### Activity
Each line of the entries below that includes "down" belongs in your answer.

### Exercise inputs

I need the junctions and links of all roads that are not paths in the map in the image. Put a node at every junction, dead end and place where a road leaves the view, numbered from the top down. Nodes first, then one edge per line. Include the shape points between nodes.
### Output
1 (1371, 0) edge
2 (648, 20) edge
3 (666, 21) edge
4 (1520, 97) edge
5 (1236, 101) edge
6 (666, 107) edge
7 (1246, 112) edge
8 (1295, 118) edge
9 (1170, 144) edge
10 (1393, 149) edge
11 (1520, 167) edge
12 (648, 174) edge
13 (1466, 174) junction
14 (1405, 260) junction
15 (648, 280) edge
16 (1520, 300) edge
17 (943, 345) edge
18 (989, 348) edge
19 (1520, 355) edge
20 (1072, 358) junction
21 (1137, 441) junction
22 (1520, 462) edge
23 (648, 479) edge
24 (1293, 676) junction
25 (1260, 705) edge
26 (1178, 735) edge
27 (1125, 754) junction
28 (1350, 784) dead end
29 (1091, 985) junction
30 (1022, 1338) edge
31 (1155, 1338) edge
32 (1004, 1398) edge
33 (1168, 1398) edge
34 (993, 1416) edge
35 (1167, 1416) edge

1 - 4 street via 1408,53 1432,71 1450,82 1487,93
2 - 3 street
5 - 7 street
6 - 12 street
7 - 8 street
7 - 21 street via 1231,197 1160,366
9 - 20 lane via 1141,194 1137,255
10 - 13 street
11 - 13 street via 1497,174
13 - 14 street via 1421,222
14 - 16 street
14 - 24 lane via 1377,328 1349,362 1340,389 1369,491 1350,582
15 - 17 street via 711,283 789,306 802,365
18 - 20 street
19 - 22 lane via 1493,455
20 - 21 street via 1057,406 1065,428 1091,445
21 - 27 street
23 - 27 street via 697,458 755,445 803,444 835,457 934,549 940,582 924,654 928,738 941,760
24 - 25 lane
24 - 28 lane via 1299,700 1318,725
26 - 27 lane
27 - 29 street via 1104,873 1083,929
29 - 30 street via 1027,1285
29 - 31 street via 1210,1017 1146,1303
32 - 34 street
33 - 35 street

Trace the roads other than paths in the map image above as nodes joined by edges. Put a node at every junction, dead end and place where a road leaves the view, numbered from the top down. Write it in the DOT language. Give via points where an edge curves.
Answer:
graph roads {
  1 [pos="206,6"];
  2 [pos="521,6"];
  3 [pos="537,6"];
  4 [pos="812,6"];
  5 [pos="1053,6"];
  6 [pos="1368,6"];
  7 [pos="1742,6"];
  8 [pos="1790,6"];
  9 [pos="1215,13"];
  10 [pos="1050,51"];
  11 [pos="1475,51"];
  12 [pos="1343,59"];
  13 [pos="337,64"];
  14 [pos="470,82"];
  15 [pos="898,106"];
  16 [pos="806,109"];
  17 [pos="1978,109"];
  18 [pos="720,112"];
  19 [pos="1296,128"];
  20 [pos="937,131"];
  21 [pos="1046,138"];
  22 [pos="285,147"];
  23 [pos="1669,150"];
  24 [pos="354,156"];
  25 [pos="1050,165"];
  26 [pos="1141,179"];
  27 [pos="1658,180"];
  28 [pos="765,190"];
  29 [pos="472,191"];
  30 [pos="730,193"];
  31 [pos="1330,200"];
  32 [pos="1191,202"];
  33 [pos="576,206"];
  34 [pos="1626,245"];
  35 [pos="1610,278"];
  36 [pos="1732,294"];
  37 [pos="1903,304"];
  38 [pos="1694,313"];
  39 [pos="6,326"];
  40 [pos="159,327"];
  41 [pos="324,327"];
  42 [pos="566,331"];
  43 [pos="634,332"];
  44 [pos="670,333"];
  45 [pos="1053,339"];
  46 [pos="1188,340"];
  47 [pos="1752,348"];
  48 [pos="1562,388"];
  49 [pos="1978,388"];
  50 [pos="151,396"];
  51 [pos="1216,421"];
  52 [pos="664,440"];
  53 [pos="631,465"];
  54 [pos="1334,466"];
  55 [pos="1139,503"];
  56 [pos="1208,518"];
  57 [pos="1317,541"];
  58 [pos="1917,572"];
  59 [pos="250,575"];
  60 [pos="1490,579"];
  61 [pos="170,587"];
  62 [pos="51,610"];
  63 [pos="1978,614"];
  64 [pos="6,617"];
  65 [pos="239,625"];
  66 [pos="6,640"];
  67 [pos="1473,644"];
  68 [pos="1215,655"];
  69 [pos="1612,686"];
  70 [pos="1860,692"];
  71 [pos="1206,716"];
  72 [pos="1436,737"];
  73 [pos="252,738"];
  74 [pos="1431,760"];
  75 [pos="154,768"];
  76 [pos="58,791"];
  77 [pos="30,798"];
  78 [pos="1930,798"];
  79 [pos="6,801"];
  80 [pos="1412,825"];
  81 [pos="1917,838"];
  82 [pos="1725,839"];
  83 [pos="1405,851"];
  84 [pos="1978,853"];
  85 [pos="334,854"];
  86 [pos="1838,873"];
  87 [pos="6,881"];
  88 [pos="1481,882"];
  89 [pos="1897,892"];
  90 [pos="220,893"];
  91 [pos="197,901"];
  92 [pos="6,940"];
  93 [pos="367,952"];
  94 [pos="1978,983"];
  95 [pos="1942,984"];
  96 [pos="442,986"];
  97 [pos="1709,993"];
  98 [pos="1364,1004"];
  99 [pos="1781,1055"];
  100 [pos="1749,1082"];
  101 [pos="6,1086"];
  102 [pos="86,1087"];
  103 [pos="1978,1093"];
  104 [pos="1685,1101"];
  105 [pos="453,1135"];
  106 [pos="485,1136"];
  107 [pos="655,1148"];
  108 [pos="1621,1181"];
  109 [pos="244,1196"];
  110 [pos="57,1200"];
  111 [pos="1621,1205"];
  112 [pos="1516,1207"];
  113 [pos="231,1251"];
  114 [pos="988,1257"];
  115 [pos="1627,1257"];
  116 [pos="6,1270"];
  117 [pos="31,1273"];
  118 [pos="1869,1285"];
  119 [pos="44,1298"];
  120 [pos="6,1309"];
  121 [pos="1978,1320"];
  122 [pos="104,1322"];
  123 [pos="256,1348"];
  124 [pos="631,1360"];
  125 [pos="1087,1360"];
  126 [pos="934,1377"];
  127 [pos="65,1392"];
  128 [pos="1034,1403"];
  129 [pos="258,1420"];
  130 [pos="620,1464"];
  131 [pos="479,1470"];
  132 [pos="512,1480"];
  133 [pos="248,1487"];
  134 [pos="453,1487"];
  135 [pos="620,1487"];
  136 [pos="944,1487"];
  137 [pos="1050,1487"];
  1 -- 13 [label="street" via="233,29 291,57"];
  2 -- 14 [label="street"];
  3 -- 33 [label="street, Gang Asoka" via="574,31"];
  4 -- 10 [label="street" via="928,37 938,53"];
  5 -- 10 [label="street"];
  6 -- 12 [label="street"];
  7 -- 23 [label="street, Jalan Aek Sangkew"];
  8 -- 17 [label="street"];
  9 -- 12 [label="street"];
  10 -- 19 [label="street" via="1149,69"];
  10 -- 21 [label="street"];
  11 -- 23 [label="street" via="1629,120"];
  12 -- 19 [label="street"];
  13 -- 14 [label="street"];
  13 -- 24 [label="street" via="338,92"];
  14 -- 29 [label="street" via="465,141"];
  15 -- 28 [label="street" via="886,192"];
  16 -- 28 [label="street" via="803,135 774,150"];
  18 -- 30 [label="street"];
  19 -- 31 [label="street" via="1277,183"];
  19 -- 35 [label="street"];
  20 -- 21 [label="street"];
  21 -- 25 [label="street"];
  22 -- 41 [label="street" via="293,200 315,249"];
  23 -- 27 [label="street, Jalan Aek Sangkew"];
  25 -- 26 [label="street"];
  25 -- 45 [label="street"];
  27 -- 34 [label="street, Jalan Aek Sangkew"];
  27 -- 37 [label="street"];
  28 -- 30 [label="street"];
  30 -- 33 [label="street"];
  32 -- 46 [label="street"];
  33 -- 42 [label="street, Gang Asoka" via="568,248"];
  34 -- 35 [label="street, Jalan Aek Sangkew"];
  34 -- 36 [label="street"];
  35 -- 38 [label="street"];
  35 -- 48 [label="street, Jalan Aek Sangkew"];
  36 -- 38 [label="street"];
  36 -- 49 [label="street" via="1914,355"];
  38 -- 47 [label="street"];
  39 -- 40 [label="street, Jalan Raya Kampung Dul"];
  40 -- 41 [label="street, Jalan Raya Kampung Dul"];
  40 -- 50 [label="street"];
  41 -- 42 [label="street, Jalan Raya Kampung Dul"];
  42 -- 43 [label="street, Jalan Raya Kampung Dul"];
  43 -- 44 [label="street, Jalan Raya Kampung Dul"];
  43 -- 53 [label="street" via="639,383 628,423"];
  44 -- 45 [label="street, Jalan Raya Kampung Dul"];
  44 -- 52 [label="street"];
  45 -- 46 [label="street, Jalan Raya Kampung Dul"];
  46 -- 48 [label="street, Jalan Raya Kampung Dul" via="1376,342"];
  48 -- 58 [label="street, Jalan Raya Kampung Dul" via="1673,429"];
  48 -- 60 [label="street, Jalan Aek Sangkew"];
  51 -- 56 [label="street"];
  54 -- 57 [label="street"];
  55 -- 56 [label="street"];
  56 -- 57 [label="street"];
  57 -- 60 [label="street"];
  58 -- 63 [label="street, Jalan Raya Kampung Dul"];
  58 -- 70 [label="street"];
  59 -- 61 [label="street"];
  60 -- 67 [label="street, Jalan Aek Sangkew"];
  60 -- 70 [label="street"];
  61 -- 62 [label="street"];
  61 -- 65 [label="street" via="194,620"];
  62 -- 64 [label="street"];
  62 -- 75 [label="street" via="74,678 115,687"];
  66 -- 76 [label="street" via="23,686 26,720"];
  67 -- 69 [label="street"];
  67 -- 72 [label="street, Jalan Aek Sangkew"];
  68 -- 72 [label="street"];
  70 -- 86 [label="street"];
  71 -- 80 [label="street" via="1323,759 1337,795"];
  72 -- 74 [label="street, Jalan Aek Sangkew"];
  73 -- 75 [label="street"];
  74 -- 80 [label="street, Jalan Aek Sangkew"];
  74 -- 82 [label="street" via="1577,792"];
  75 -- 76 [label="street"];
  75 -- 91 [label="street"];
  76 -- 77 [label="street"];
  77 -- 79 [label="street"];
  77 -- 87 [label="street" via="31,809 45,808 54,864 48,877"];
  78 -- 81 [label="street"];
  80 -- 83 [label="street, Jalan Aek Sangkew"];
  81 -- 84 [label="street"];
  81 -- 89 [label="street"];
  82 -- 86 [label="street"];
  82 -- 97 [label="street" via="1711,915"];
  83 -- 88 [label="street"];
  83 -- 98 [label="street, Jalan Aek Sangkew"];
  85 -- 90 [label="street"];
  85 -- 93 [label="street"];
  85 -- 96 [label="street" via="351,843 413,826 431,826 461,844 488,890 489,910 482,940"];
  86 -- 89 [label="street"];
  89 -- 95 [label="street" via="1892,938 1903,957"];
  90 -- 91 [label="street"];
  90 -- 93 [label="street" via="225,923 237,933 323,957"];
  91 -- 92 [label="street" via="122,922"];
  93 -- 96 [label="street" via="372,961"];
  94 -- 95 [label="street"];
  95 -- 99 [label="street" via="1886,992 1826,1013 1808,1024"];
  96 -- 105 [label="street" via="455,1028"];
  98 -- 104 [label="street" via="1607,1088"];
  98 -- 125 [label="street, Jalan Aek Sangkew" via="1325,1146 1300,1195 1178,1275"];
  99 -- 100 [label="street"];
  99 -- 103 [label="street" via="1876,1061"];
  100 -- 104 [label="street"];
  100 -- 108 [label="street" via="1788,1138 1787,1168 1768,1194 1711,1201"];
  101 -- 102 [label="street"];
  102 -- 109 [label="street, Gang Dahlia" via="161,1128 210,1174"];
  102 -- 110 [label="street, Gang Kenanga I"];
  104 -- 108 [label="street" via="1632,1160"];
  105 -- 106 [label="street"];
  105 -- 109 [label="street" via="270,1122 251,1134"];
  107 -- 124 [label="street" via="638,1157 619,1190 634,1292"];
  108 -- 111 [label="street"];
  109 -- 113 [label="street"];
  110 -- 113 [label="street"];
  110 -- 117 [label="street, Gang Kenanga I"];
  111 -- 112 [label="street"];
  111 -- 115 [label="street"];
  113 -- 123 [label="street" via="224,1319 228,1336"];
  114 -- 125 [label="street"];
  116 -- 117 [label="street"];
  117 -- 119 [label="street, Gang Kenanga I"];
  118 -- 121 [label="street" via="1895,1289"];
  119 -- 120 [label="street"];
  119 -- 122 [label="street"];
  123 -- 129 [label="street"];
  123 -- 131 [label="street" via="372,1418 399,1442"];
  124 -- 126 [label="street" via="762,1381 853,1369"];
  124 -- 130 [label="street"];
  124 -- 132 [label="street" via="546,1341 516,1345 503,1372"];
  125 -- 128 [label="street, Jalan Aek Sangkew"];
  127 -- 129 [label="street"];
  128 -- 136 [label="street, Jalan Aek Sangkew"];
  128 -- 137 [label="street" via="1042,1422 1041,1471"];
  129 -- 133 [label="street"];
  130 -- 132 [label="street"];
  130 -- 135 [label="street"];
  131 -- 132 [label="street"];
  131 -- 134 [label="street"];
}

### Solution for this task
I need the junctions and links of all roads that are not paths in the map in the image. Put a node at every junction, dead end and place where a road leaves the view, numbered from the top down. Nodes first, then one edge per line. Include the shape points between nodes.
Trace the roads other than paths in the map image above as nodes joined by edges. Put a node at every junction, dead end and place where a road leaves the view, numbered from the top down. Write it in the DOT language. Give via points where an edge curves.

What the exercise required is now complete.